Falconry, Doha, Qatar.
Photo from: Jan Smith
In his 15 C Libro de caza de halcones, Alonso Velázquez de Trovar explains how to domesticate this bird.Female peregrines were trained to pursue other birds or game. The male is smaller and not as agile in the chase. The peregrine is most prevalent in Andalusia particularly and most of Spain. In Andalusia, medieval Muslims could have used the pilgrim falcon, L. Peregrinus brookei, a Mediterranean species of the peregrine as well.
It should be noted that wild falcons can be destroyers of chicken coops, dovecots and wild game. Other types of birds of prey, eagles, hawks, vultures and owls also were used in falconry.They are trained to hunt hares, kites, storks, partridges, larks and other animals.

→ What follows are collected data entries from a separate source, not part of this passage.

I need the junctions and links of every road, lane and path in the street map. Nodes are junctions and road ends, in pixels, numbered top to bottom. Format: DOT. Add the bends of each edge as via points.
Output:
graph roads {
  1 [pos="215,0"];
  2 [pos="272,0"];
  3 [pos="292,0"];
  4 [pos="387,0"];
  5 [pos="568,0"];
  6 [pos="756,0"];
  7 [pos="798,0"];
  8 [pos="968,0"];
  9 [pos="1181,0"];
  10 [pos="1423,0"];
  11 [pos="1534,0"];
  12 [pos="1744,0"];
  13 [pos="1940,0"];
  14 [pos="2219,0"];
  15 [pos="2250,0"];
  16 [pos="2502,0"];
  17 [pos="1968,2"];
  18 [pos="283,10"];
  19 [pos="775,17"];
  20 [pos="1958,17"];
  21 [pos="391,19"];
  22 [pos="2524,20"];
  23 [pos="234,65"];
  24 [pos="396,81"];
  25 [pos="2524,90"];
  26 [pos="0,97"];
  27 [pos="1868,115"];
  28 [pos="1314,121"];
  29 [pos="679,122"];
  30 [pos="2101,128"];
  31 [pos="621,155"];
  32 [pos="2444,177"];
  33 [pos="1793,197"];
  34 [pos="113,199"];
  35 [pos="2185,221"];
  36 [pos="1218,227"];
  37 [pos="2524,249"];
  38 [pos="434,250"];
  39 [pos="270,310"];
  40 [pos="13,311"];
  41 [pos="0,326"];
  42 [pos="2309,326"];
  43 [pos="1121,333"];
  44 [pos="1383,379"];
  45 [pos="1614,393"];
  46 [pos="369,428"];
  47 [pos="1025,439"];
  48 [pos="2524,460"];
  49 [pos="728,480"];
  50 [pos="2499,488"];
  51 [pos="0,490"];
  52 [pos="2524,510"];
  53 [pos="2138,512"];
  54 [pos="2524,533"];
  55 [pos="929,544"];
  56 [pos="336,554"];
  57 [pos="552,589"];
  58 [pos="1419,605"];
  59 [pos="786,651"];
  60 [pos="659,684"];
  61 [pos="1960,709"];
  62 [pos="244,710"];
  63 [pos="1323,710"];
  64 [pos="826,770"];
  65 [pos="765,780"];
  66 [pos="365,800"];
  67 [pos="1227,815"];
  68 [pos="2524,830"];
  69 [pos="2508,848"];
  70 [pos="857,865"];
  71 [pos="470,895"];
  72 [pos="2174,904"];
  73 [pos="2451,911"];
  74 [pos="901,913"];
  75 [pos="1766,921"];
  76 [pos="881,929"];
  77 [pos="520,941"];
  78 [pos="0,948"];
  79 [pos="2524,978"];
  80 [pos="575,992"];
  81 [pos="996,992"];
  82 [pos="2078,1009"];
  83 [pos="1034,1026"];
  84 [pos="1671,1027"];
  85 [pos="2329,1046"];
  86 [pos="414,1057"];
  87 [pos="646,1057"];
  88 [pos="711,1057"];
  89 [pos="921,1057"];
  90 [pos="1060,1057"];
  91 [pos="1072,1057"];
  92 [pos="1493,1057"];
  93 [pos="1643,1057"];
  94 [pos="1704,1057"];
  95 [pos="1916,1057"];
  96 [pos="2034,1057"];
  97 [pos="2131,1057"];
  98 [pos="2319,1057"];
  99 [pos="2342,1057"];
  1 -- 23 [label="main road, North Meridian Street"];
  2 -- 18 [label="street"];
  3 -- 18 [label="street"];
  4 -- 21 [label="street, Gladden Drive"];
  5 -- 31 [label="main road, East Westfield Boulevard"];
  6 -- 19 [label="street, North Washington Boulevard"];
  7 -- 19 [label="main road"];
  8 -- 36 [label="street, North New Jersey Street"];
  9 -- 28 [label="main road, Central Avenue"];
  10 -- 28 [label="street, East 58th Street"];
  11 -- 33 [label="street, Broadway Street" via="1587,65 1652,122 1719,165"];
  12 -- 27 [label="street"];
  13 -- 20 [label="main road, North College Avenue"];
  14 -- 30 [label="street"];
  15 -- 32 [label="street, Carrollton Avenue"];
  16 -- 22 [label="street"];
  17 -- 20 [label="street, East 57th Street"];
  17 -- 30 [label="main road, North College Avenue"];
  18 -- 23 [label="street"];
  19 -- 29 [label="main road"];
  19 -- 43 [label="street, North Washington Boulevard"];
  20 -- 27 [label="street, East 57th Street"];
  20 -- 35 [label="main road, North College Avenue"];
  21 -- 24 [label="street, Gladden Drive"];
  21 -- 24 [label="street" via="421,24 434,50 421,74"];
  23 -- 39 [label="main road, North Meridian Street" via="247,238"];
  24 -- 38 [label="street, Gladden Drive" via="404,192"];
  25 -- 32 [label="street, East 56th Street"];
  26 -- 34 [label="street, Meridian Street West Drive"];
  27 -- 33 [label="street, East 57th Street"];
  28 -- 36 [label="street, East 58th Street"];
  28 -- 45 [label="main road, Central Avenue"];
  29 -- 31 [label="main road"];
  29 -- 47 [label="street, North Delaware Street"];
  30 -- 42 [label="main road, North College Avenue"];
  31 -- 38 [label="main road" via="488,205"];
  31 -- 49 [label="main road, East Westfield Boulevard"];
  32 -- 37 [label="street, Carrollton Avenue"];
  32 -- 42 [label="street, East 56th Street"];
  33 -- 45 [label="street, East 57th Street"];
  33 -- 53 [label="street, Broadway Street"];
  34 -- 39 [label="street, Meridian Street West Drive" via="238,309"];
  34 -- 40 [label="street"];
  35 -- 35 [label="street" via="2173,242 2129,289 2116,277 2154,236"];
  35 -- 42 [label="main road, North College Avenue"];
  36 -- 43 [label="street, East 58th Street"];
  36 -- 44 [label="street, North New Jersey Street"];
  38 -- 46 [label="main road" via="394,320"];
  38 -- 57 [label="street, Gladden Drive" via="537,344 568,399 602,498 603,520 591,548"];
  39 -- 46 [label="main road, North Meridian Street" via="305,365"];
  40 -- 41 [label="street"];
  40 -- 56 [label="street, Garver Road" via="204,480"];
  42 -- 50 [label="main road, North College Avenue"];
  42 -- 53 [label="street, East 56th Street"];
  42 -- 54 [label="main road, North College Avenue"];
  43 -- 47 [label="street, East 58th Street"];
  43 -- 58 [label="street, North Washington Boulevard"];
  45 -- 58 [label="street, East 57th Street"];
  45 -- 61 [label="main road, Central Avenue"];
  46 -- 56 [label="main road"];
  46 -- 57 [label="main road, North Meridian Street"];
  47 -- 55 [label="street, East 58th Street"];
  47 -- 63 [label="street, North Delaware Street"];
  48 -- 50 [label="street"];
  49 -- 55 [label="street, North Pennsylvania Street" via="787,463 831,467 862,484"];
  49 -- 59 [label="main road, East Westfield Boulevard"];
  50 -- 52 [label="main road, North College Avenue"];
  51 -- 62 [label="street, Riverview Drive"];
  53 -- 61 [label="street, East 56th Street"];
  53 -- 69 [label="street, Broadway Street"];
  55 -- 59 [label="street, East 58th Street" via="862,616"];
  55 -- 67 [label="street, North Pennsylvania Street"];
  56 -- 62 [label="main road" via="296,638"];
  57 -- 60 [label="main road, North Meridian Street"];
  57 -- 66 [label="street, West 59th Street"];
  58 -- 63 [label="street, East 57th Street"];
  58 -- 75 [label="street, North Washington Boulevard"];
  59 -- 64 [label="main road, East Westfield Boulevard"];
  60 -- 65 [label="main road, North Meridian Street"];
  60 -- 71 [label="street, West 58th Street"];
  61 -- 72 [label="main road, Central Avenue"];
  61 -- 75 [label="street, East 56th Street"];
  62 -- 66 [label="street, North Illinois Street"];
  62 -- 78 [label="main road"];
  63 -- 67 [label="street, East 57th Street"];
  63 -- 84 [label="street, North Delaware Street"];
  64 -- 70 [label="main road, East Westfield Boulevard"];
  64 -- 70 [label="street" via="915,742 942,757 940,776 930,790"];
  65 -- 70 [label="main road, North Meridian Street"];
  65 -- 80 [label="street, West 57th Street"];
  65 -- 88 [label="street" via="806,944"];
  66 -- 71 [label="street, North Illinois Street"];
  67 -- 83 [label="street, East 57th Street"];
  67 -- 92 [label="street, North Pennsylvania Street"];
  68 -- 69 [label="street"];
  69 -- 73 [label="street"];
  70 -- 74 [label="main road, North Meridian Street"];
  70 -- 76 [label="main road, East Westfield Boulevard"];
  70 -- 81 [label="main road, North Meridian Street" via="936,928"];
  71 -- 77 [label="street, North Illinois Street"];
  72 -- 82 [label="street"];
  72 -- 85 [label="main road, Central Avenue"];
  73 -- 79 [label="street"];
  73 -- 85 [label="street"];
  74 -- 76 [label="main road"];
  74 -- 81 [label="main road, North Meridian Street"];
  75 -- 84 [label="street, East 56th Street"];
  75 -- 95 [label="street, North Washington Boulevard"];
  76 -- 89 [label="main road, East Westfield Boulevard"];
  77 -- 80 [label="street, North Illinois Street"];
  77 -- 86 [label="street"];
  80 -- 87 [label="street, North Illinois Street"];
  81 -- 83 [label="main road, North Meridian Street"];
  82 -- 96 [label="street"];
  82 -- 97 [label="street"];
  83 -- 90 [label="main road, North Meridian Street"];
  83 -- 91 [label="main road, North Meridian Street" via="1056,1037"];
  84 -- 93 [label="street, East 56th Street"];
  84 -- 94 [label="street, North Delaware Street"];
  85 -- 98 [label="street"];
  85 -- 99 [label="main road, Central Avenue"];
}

With the invention of the shotgun in the 17th C, falconry died out except for today’s private falconry clubs. Not only were falcons used for the hunt in Al-Andalus, but they could be consumed as food too but rarely as the meat is tough and bitter. When consumed, it was marinated in a vinegar sauce and served with a sweet and sour sauce. It does not seem to have been a popular item in Al-Andalus menus for eating this bird caused melancholy.

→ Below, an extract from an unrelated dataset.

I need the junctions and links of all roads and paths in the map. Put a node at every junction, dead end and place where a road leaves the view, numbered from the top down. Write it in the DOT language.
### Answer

Jews, however, did not share this food. They interpret The Bible, Lev 11:13-19, as prohibiting the consumption of noxious birds, including the eagle, vulture, buzzard, kite, falcon, crow and raven, among others. In some countries the babies are baked, see águila.

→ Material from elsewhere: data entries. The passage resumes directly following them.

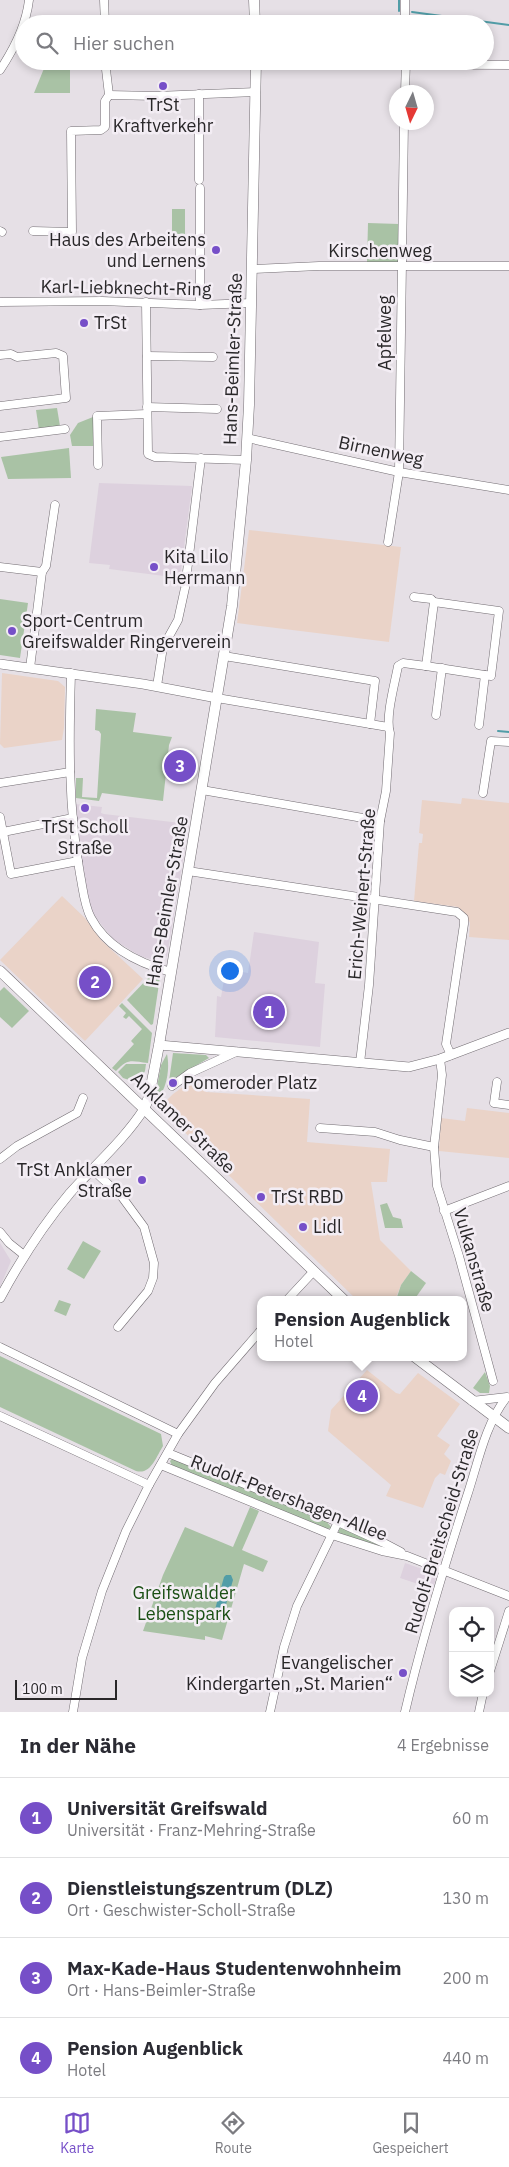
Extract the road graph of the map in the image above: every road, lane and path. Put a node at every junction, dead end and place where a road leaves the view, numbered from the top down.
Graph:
1 (29, 0) edge
2 (104, 0) edge
3 (254, 0) edge
4 (406, 0) edge
5 (25, 15) edge
6 (105, 15) edge
7 (255, 15) edge
8 (406, 15) edge
9 (15, 43) edge
10 (494, 65) edge
11 (509, 65) edge
12 (0, 70) edge
13 (106, 70) edge
14 (256, 70) edge
15 (406, 70) edge
16 (405, 85) edge
17 (256, 92) junction
18 (199, 94) junction
19 (109, 95) junction
20 (404, 130) edge
21 (33, 231) dead end
22 (400, 265) junction
23 (509, 266) edge
24 (252, 269) junction
25 (0, 302) edge
26 (146, 302) junction
27 (251, 303) junction
28 (200, 305) junction
29 (0, 355) edge
30 (146, 356) junction
31 (213, 357) dead end
32 (0, 406) edge
33 (217, 408) dead end
34 (147, 411) junction
35 (65, 429) dead end
36 (0, 437) edge
37 (247, 438) junction
38 (201, 458) junction
39 (246, 460) junction
40 (98, 464) dead end
41 (398, 472) junction
42 (509, 490) edge
43 (54, 505) dead end
44 (388, 542) dead end
45 (0, 567) edge
46 (42, 572) junction
47 (414, 597) dead end
48 (434, 602) junction
49 (224, 656) junction
50 (0, 664) edge
51 (426, 666) junction
52 (30, 668) junction
53 (442, 668) junction
54 (71, 673) junction
55 (485, 675) junction
56 (157, 686) junction
57 (217, 698) junction
58 (436, 715) dead end
59 (370, 724) junction
60 (479, 724) dead end
61 (388, 727) junction
62 (509, 742) edge
63 (70, 772) junction
64 (0, 783) edge
65 (202, 790) junction
66 (483, 793) dead end
67 (0, 817) edge
68 (73, 818) junction
69 (380, 821) junction
70 (3, 832) junction
71 (78, 862) junction
72 (188, 871) junction
73 (375, 900) junction
74 (171, 972) junction
75 (2, 976) edge
76 (509, 1033) edge
77 (159, 1045) junction
78 (236, 1052) junction
79 (451, 1055) junction
80 (440, 1059) junction
81 (360, 1063) junction
82 (496, 1082) dead end
83 (172, 1086) dead end
84 (84, 1098) dead end
85 (509, 1105) edge
86 (144, 1109) junction
87 (320, 1128) dead end
88 (434, 1146) junction
89 (0, 1158) edge
90 (92, 1169) junction
91 (509, 1186) edge
92 (444, 1211) junction
93 (0, 1232) edge
94 (24, 1255) junction
95 (313, 1272) junction
96 (291, 1296) edge
97 (340, 1296) edge
98 (0, 1298) edge
99 (118, 1327) dead end
100 (257, 1335) edge
101 (0, 1347) edge
102 (420, 1361) edge
103 (493, 1381) dead end
104 (507, 1397) edge
105 (472, 1401) junction
106 (0, 1416) edge
107 (493, 1416) junction
108 (509, 1428) edge
109 (178, 1434) junction
110 (168, 1453) junction
111 (161, 1465) junction
112 (148, 1485) junction
113 (338, 1522) junction
114 (332, 1534) junction
115 (406, 1556) junction
116 (444, 1569) junction
117 (509, 1596) edge
118 (509, 1611) edge
119 (494, 1658) edge
120 (482, 1697) edge
121 (73, 1712) edge
122 (270, 1712) edge
123 (404, 1712) edge
124 (479, 1712) edge

1 - 5 street
2 - 6 street
3 - 7 main road
4 - 8 street
9 - 12 street
10 - 11 street
13 - 19 street
14 - 17 main road, Hans-Beimler-Straße
15 - 16 street
17 - 18 street
17 - 24 main road, Hans-Beimler-Straße
18 - 19 street
18 - 28 street, Hans-Beimler-Straße
19 - 21 street
20 - 22 street, Apfelweg
22 - 23 street, Kirschenweg
22 - 24 street, Kirschenweg
22 - 41 street, Apfelweg
24 - 27 main road, Hans-Beimler-Straße
25 - 26 street, Karl-Liebknecht-Ring
26 - 28 street, Karl-Liebknecht-Ring
26 - 30 street
27 - 28 street, Karl-Liebknecht-Ring
27 - 37 main road, Hans-Beimler-Straße
29 - 32 street
30 - 31 street
30 - 34 street
33 - 34 street
34 - 38 street
34 - 40 street
35 - 36 street
37 - 39 main road, Hans-Beimler-Straße
37 - 41 street, Birnenweg
38 - 39 street
38 - 56 street, Hans-Beimler-Straße
39 - 49 main road, Hans-Beimler-Straße
41 - 42 street, Birnenweg
41 - 44 street, Apfelweg
43 - 46 street
45 - 46 street
46 - 52 street
47 - 48 street
48 - 51 street
48 - 55 street
49 - 57 main road, Hans-Beimler-Straße
49 - 59 street
50 - 52 street
51 - 53 street
51 - 61 street, Erich-Weinert-Straße
52 - 54 street
53 - 55 street
53 - 58 street
54 - 56 street
54 - 63 street
55 - 60 street
56 - 57 street
57 - 59 street
57 - 65 main road, Hans-Beimler-Straße
59 - 61 street
61 - 69 street, Erich-Weinert-Straße
62 - 66 street
63 - 64 street
63 - 68 street
65 - 69 street
65 - 72 main road, Hans-Beimler-Straße
67 - 70 street
68 - 70 street
68 - 71 street
69 - 73 street, Erich-Weinert-Straße
70 - 71 street
71 - 74 street
72 - 73 street
72 - 74 main road, Hans-Beimler-Straße
73 - 79 street
73 - 81 street, Erich-Weinert-Straße
74 - 77 main road, Hans-Beimler-Straße
75 - 86 main road, Anklamer Straße
76 - 79 street
77 - 78 street
77 - 86 main road, Hans-Beimler-Straße
78 - 81 street
78 - 83 street
79 - 80 street
80 - 81 street
80 - 88 street, Vulkanstraße
82 - 85 street
84 - 89 street
86 - 90 street
86 - 95 main road, Anklamer Straße
87 - 88 street
88 - 92 street, Vulkanstraße
90 - 94 street
90 - 99 street
91 - 92 street
92 - 103 street, Vulkanstraße
93 - 94 street
94 - 98 street
95 - 96 street
95 - 97 main road, Anklamer Straße
100 - 109 street
101 - 109 street, Rudolf-Petershagen-Allee
102 - 105 main road
104 - 105 street
104 - 107 street, Rudolf-Breitscheid-Straße
105 - 107 main road
106 - 112 street
107 - 108 main road
107 - 116 street, Rudolf-Breitscheid-Straße
109 - 110 street
110 - 111 street
110 - 113 street, Rudolf-Petershagen-Allee
111 - 112 street
111 - 114 street, Rudolf-Petershagen-Allee
112 - 121 street
113 - 114 street
113 - 115 street, Rudolf-Petershagen-Allee
114 - 115 street, Rudolf-Petershagen-Allee
114 - 122 street
115 - 116 street, Rudolf-Petershagen-Allee
116 - 117 street, Rudolf-Petershagen-Allee
116 - 123 street, Rudolf-Breitscheid-Straße
118 - 119 street
120 - 124 street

Merlin (Falco columbarius)
Photo from: Ed Post
(Waxwing for Dinner!)
The baby falcons and kestrels were thought good tasting and raised the spirits producing beneficial, results especially for the hypochondriac type of melancholy and other kinds of melancholy. See cetrería and cinegética.[Benavides-Barajas. Nueva-Clásica. 1995:199: 219; Espasa. 1988:27:GUB:554; ES: Bedwell. Jan 4, 03;Ibn Zuhr/García Sánchez. 1992:54; Jutglar. 1999:203-204; and OXF Eng Dict. 1989:VIII:Interval:609]
HOME ROASTED HEN IN A POT ADAPTED FROM HUICI’S TRANSLATION OF 13TH C AL-ANDALUS #22 GALLINA ADADAS EN OLLA EN CASA, p 26
|A Unique Recipe for Chicken|
Photo by: Lord-Williams
1 c olive oil
½ c vinegar
1 tsp saffron
1 tsp cinnamon
½ tsp cloves
¼ tsp white pepper
1 tbsp shredded ginger
1 tbsp lavender
1 tbsp thyme.
1 tbsp murri
1 garlic clove mashed
Grease the hen all over inside and out with the sauce.
Put it in a pot and pour the remaining sauce over it. Cook it. When done, remove from heat and let sit covered 15-20 minutes before serving.
#22 GALLINA ASADA EN OLLA EN CASA
TRANSLATED BY AMBROSIO HUICI
FROM HISPANO-ARABE INTO SPANISH, p 26
Se toma una gallina joven, gorda y limpiada; se corta por todos los lados y luego se le hace una salsa de aceite, almorí macerado, un poco de vinagre, ajo machacado, pimiento y un poco de tomillo. Se engrasa con ello la gallina por todas partes, por fuera y por dentro; luego se pone en la olla y se vierte sobre ello lo que queda de la salsa y se cuece, luego se saca el fuego de debajo de ella y vuelve a taparla y se deja hasta que se deshaga y ase: entonces se saca y se sirve.
HEN ROASTED IN A POT AT HOME
TRANSLATED BY CHARLES PERRY
FROM HISPANO-ARABE INTO ENGLISH
Take a young, plump, cleaned hen; slice it on all sides and then make for it a sauce of oil, murri naqî', a little vinegar, crushed garlic, pepper and a little thyme. Grease all parts of the hen with this, inside and out; then put it in the pot and pour over it whatever remains of the sauce, and cook it; then remove the fire from beneath it and return the cover to it and leave it until it smells good and is fried. Then take it out and use it.